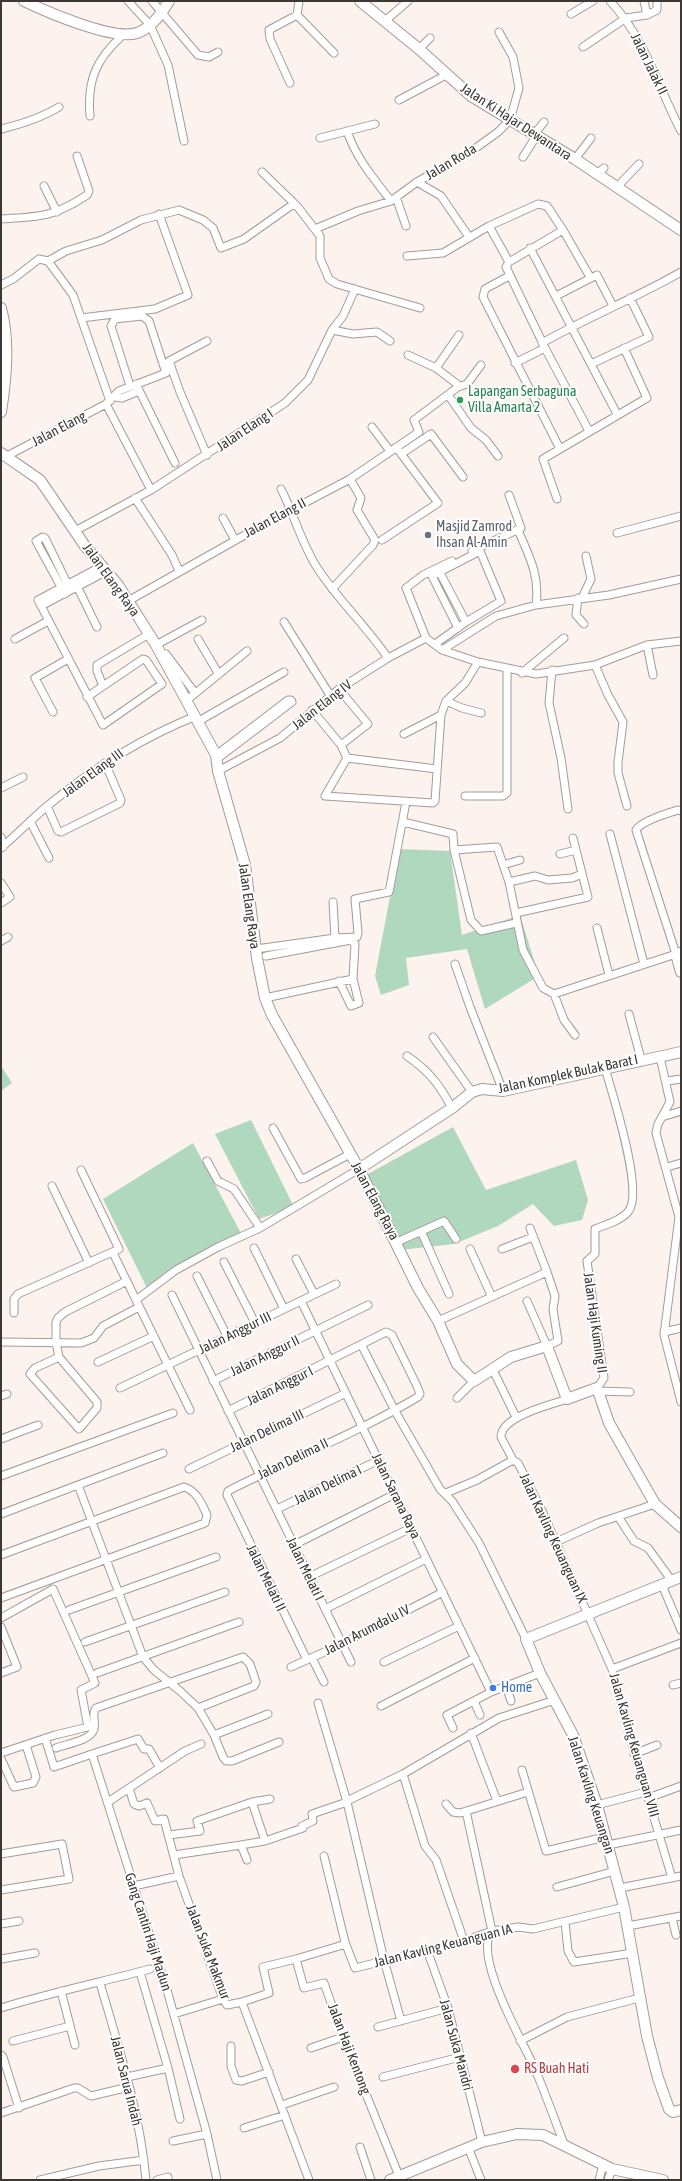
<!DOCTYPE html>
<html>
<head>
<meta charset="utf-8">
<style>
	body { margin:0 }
	#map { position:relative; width:682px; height:2181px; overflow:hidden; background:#fcf3ee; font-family:"Asap Condensed",sans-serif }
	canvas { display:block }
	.frame { position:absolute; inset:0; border:2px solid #3c3836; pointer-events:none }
</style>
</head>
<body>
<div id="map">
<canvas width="682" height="2181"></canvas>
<div class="frame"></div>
</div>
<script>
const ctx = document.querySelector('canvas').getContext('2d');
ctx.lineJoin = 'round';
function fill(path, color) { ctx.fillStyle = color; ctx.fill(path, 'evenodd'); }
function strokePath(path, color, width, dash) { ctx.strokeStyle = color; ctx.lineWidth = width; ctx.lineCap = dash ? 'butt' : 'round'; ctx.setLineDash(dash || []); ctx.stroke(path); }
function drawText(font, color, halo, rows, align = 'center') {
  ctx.font = font + ' "Asap Condensed",sans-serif'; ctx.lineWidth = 4; ctx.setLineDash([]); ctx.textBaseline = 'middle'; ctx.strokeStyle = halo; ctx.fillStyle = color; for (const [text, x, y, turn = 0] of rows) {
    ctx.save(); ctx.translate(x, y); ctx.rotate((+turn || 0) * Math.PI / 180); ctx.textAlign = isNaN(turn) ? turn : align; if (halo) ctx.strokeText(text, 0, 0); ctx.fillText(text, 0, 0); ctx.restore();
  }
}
fill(new Path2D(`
	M399 849 450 851 462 935 520 915 539 976 485 1009 467 949 406 958 409 985 381 995 375 976Z
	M1 1066 12 1083 1 1091Z
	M251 1120 294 1207 259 1219 215 1134Z
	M453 1127 486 1190 576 1160 588 1200 582 1220 554 1226 533 1204 498 1226 454 1244 401 1250 368 1174Z
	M193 1143 243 1237 184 1270 149 1292 103 1199Z`), '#afd8bf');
const street = new Path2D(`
	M128 1 150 25 168 65 184 141
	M152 1 198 55 209 57 218 52
	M610 1C645 38 658 87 681 131
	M644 1 647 15
	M571 14 593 1
	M297 15 334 53
	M297 15 299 1
	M385 21 408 1
	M583 47 626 18 647 15 657 10V1
	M419 49 430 38
	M290 83 270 39 269 30 297 15
	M399 100 446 75
	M90 116C87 80 96 59 123 35
	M1 129C22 124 41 118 59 107
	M347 131C356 158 374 179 391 201
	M535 133 544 122
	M320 138 375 124
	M523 157 537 135
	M575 159 591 138
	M262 172 297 206
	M596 175 604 168
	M417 182 441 196 469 237
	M44 186 57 212
	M616 188 639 164
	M396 197 406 226
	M1 219C39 217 54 217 87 195L89 191 77 156
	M315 229 358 211 391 201 417 182 473 150 498 132 510 120 519 88 513 57 499 32
	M563 230 509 262 506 267 545 348 589 431
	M530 248 617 414
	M407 256 443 253 489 226
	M48 261 73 295 110 401
	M509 262 489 226 538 204 547 206 563 230 590 277
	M509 276 485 289 483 297 560 449
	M1 285 13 279 39 259 48 261 66 251 102 240 141 220 179 210 203 220 213 228 221 248 244 239 292 205 297 206 320 236V258L329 279 337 284 420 308
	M556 296 597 275 613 306
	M81 318 155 309 188 295 159 214
	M332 330 353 334 377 332 390 341
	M207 341 169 361 180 392 207 455
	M542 343C588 317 636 298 681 272
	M408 355 436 368 457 384 458 387
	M515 363 545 348
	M591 364 649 337 630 298
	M436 368 459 335
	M136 384 175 463
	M448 395 471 428 486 440 498 456
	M115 397 122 398 139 391
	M106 404 151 490
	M372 427 390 451
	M401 454 431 434 463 477
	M7 456 106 404 119 391 166 373 149 321 142 316 115 319 111 326 130 386
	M281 489C294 514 302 545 318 569 339 601 367 627 388 658
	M135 498 172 555 179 571
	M557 499 543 459 647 398 624 348
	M223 518 235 540
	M518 530C529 556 540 575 536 605
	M75 531 151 490 285 403 308 380 332 330 343 316 355 289
	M617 533 681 516
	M382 540 438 503 396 447
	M472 551 521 528 509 495
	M440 573 466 622
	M76 584 97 627
	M332 589 373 545 375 540 357 510 361 498 350 479
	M65 594 36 541 43 537 45 538 68 585
	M578 598 576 615 584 624
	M582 598 591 579 586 556
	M128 601 259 527 350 479 419 432 414 420 458 387 467 384 481 365
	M41 606 107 571
	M284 622 330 695
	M426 638 442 650 478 662 536 674 595 665 647 645 681 641
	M426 638 406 588 423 575 452 561
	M15 639 48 621
	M198 639 218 673
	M435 644 466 622 501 601 480 551 432 576 458 628
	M156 645 202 620
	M647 645 653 675
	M442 650 496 616 536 605 609 595 681 579
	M166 654 195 693
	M595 665 608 695 623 722 618 762V773L627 806
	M552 670 549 703 561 758 568 809
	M522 673 564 638
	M103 686 97 671V665L149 634
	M339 689 368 724 341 745
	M87 697 143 659 146 660 162 684 103 725 38 600 102 566
	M187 700 247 651
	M446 701 462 708 481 713
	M312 710 341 745 347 758
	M53 712 35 678 68 659
	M199 721 284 672
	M404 734 441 715 446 701 465 683 478 662
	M216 755 288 700H291L292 702 217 759
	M347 758 325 796 433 803 435 801 441 715
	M347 758 437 769
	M218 771 280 738 339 689 388 658 426 638
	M1 788 23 777
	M465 796H503L507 793V669
	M47 806 58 831 61 832 120 803 121 800 105 763
	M30 821 49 858
	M403 822 453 834 454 850 471 920 481 931 516 923
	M610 834 644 964
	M1 837 3 847
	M1 848C16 835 31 820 46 807 92 769 141 738 196 716
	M454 850 497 847 509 882 523 950 543 988 554 994 564 1020 575 1035
	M560 854 576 850
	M503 865 520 860
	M509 882 535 876 548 880 572 878 582 874
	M1 883 10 897 1 903
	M333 902 335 938
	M516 913 588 897 573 838
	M597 928 609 975
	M1 941 8 937
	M256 949 335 938 357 937 358 933 355 899 389 892 406 802
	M455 964 470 1007 503 1091
	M339 981 351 1006 359 1003 353 979
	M554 994 676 954 636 830C641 821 668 813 678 810L681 811
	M265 998 353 979 355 944 351 940 266 956
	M629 1014 641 1059
	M433 1037 472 1092
	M407 1056C429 1071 439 1084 452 1108
	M660 1057 670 1102 658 1124 656 1133 679 1217 664 1335 681 1402
	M667 1081 681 1079
	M662 1117 681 1111
	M273 1128 301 1179 305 1178 350 1154
	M207 1161 218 1181 234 1189 260 1228
	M667 1167 681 1163
	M52 1186 89 1263
	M421 1231 449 1294
	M397 1242 444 1221 456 1239
	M254 1248 284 1309
	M470 1249 491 1295
	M502 1249 533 1237
	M113 1253 190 1410
	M296 1259 314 1294
	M224 1262 255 1323
	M197 1276 227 1336
	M172 1295 351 1662
	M136 1300 176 1270 218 1247 260 1228 359 1169
	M301 1301 491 1692
	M527 1301 547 1346 558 1341 553 1309 555 1296 547 1272
	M14 1313V1299L18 1294 119 1249 81 1170
	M438 1321 547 1272 530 1228
	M664 1332 681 1328
	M1 1342 81 1343 94 1338 103 1326 139 1307
	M362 1346 395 1411 440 1489 452 1501 479 1543 526 1639
	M59 1357 35 1368 30 1374 79 1429 97 1408V1402L59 1357 56 1342V1322L58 1318 65 1312 127 1281
	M98 1362 154 1336
	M492 1368 516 1417
	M213 1381 368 1305
	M120 1388 336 1284
	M597 1388 604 1378 587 1261 595 1254V1229C605 1225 620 1221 628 1212 645 1193 612 1093 605 1068
	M598 1391 630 1392
	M1 1396 7 1394
	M457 1398 474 1381
	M567 1399C551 1405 501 1416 501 1437L513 1460 518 1463 543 1513 612 1669 628 1731 672 1878
	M228 1411 386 1332 392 1335 417 1386 420 1394 418 1397C357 1433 291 1459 228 1491L227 1495 307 1660
	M1 1439 38 1425
	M189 1469 346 1393
	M1 1476 173 1413
	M78 1485 143 1657 154 1670 180 1691 198 1708 214 1735 223 1757 226 1761H232L279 1742
	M446 1493 477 1480 513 1460
	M277 1509 379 1460
	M1 1514 163 1453
	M619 1518 634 1541 648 1548 672 1581
	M556 1542 598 1523 655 1504
	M294 1545 395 1494
	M1 1555 184 1487C197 1491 202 1504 207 1515L205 1523 1 1598
	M309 1577 411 1528
	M662 1585 681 1630
	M325 1609 426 1559
	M69 1610 216 1557
	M1 1618 53 1589 95 1683 81 1690 88 1727 55 1735 1 1753
	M1 1627 17 1667 1 1673
	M85 1642 225 1592
	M312 1658 324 1682
	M384 1662 459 1626
	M291 1667 342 1644 443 1592
	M612 1669 681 1643
	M97 1673 239 1622
	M673 1685 681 1683
	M506 1686 511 1701
	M474 1701 480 1715
	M318 1703 347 1802 384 1960 401 2021
	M381 1706 475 1658
	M453 1728 447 1715 491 1692 540 1673
	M471 1733 497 1801
	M214 1735 268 1714
	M45 1738 54 1767 92 1754 167 1990 207 2134 217 2180
	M56 1748C66 1744 91 1741 94 1729 96 1721 91 1715 96 1708L243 1657 250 1664 256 1682 254 1686 198 1708
	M92 1754 138 1739 144 1749H149L160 1768
	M634 1754 657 1745
	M1 1759 14 1787 33 1783 36 1777 26 1745
	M522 1770 546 1851 605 1837
	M403 1774 425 1846 436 1860 464 1941
	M129 1788 134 1804 139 1806 147 1803 155 1821 164 1819 179 1876 223 1999 227 2005 242 2002 243 2005 309 2180
	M648 1798 681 1786
	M347 1801 403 1774 499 1718 555 1700
	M108 1802 185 1751 201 1744
	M252 1802 265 1841
	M446 1804 453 1812 460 1813 528 1792
	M597 1805 646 1792
	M466 1811 492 1931
	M169 1835 200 1831 197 1821 252 1802 270 1799
	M241 1845 265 1841 303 1828 302 1826 313 1821 312 1814 347 1802
	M608 1845 681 1830
	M1 1854 62 1844 69 1879 1 1890
	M174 1855 241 1845 247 1860
	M324 1856 345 1942 355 1968 464 1941 492 1931 518 1927 533 1929 624 1907
	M134 1886 179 1876
	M557 1887 615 1871
	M620 1888 681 1876
	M672 1918 676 1935
	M565 1922 568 1951 574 1962 633 1953
	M1 1924 19 1921
	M628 1926 681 1916
	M492 1931C472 1955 523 2042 534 2067 545 2092 554 2118 564 2144
	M346 1944 296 1959 304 1988 324 1983 343 2037 399 2176
	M427 1950 448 2008 482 2142
	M1 1959 35 1953
	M140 1972 168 2068 180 2119
	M100 1983C119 2048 140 2113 146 2180
	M61 1991 75 2045
	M242 2002 269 1993 263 1967 296 1959
	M1 2008C50 1993 101 1982 150 1969
	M174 2014 223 1999
	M378 2027 448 2008
	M13 2041 70 2026
	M520 2041 567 2017 639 1998
	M231 2046V2066L236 2080 242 2081 269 2072
	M311 2048 343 2037
	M1 2055 3 2057 19 2108
	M127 2077 168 2068
	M383 2077 460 2057
	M282 2105 334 2087
	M1 2113 74 2088H78L91 2096 129 2087
	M244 2128 285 2115
	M173 2141 207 2134
	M360 2147 371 2180
	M468 2147 481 2180
	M40 2180 99 2166 144 2160
	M157 2180 168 2177
	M599 2180 603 2165
	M608 2180 612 2169`);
const secondary = new Path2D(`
	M24 1C47 12 114 41 137 33 152 28 162 13 169 1
	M360 1 419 49 471 96 575 159 681 230
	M1 308C10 341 6 379 1 412
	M1 453 40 480 85 546 118 585 156 645 216 755 218 771 245 865 257 958 265 998 272 1015 359 1169 418 1288 438 1321 457 1364 474 1381 511 1357 547 1346 567 1399 597 1388 609 1423 655 1504 681 1527
	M681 953 676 954 681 972
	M359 1169 452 1108 472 1092 482 1089 503 1091 681 1052
	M681 1577 526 1639 540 1673 573 1735 597 1805 624 1907 647 2036 658 2078 669 2109 673 2112 681 2110
	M390 2180 482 2142 517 2134 543 2135 612 2169 663 2180`);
strokePath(street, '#a49b96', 9);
strokePath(secondary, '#a49b96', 12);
strokePath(street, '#fff', 7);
strokePath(secondary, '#fff', 10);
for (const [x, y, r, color] of [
	[460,400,4,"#2e9e5b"],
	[428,535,4,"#6b7280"],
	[493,1688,4,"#3f7fe0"],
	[515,2069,5,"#e0444e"]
]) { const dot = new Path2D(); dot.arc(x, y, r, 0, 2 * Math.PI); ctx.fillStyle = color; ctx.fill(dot); strokePath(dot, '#fff', 1.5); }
drawText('14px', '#3c3836', '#fff', [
	["Jalan Jalak II",649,64,64],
	["Jalan Ki Hajar Dewantara",516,122,33],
	["Jalan Roda",451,162,-31],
	["Jalan Elang",59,429,-28],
	["Jalan Elang I",245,430,-34],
	["Jalan Elang II",275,518,-28],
	["Jalan Elang Raya",111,580,54],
	["Jalan Elang IV",322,705,-38],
	["Jalan Elang III",93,773,-36],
	["Jalan Elang Raya",249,906,82],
	["Jalan Komplek Bulak Barat I",568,1074,-12],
	["Jalan Elang Raya",375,1201,62],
	["Jalan Haji Kuming II",595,1323,82],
	["Jalan Anggur III",235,1333,-26],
	["Jalan Anggur II",265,1356,-26],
	["Jalan Anggur I",280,1386,-26],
	["Jalan Delima III",267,1431,-26],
	["Jalan Delima II",293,1459,-26],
	["Jalan Delima I",328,1485,-26],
	["Jalan Sarana Raya",396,1496,64],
	["Jalan Kavling Keuanguan IX",553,1538,65],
	["Jalan Melati I",305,1569,64],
	["Jalan Melati II",266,1578,64],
	["Jalan Arumdalu IV",367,1630,-27],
	["Jalan Kavling Keuanguan VIII",634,1745,74],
	["Jalan Kavling Keuangan",591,1795,72],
	["Gang Cantin Haji Madun",148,1932,72],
	["Jalan Kavling Keuanguan IA",443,1946,-14],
	["Jalan Suka Makmur",208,1952,69],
	["Jalan Suka Mandri",456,2045,75],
	["Jalan Haji Kentong",349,2049,69],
	["Jalan Sarua Indah",126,2081,76]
]);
drawText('14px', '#27864d', '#fff', [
	["Lapangan Serbaguna",468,392],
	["Villa Amarta 2",468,408]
], 'left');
drawText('14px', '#5b616d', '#fff', [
	["Masjid Zamrod",436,527],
	["Ihsan Al-Amin",436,543]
], 'left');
drawText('14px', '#366cbe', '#fff', [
	["Home",501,1688]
], 'left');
drawText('14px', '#be3a42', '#fff', [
	["RS Buah Hati",524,2069]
], 'left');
</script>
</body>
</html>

====

● Activity: All lines above from the one holding "M1 1066 12 1083 1 1091Z" to the one holding "M332 330 353 334 377 332 390 341", inclusive, are to be copied exactly; no other line is wanted.

● Task result:
	M1 1066 12 1083 1 1091Z
	M251 1120 294 1207 259 1219 215 1134Z
	M453 1127 486 1190 576 1160 588 1200 582 1220 554 1226 533 1204 498 1226 454 1244 401 1250 368 1174Z
	M193 1143 243 1237 184 1270 149 1292 103 1199Z`), '#afd8bf');
const street = new Path2D(`
	M128 1 150 25 168 65 184 141
	M152 1 198 55 209 57 218 52
	M610 1C645 38 658 87 681 131
	M644 1 647 15
	M571 14 593 1
	M297 15 334 53
	M297 15 299 1
	M385 21 408 1
	M583 47 626 18 647 15 657 10V1
	M419 49 430 38
	M290 83 270 39 269 30 297 15
	M399 100 446 75
	M90 116C87 80 96 59 123 35
	M1 129C22 124 41 118 59 107
	M347 131C356 158 374 179 391 201
	M535 133 544 122
	M320 138 375 124
	M523 157 537 135
	M575 159 591 138
	M262 172 297 206
	M596 175 604 168
	M417 182 441 196 469 237
	M44 186 57 212
	M616 188 639 164
	M396 197 406 226
	M1 219C39 217 54 217 87 195L89 191 77 156
	M315 229 358 211 391 201 417 182 473 150 498 132 510 120 519 88 513 57 499 32
	M563 230 509 262 506 267 545 348 589 431
	M530 248 617 414
	M407 256 443 253 489 226
	M48 261 73 295 110 401
	M509 262 489 226 538 204 547 206 563 230 590 277
	M509 276 485 289 483 297 560 449
	M1 285 13 279 39 259 48 261 66 251 102 240 141 220 179 210 203 220 213 228 221 248 244 239 292 205 297 206 320 236V258L329 279 337 284 420 308
	M556 296 597 275 613 306
	M81 318 155 309 188 295 159 214
	M332 330 353 334 377 332 390 341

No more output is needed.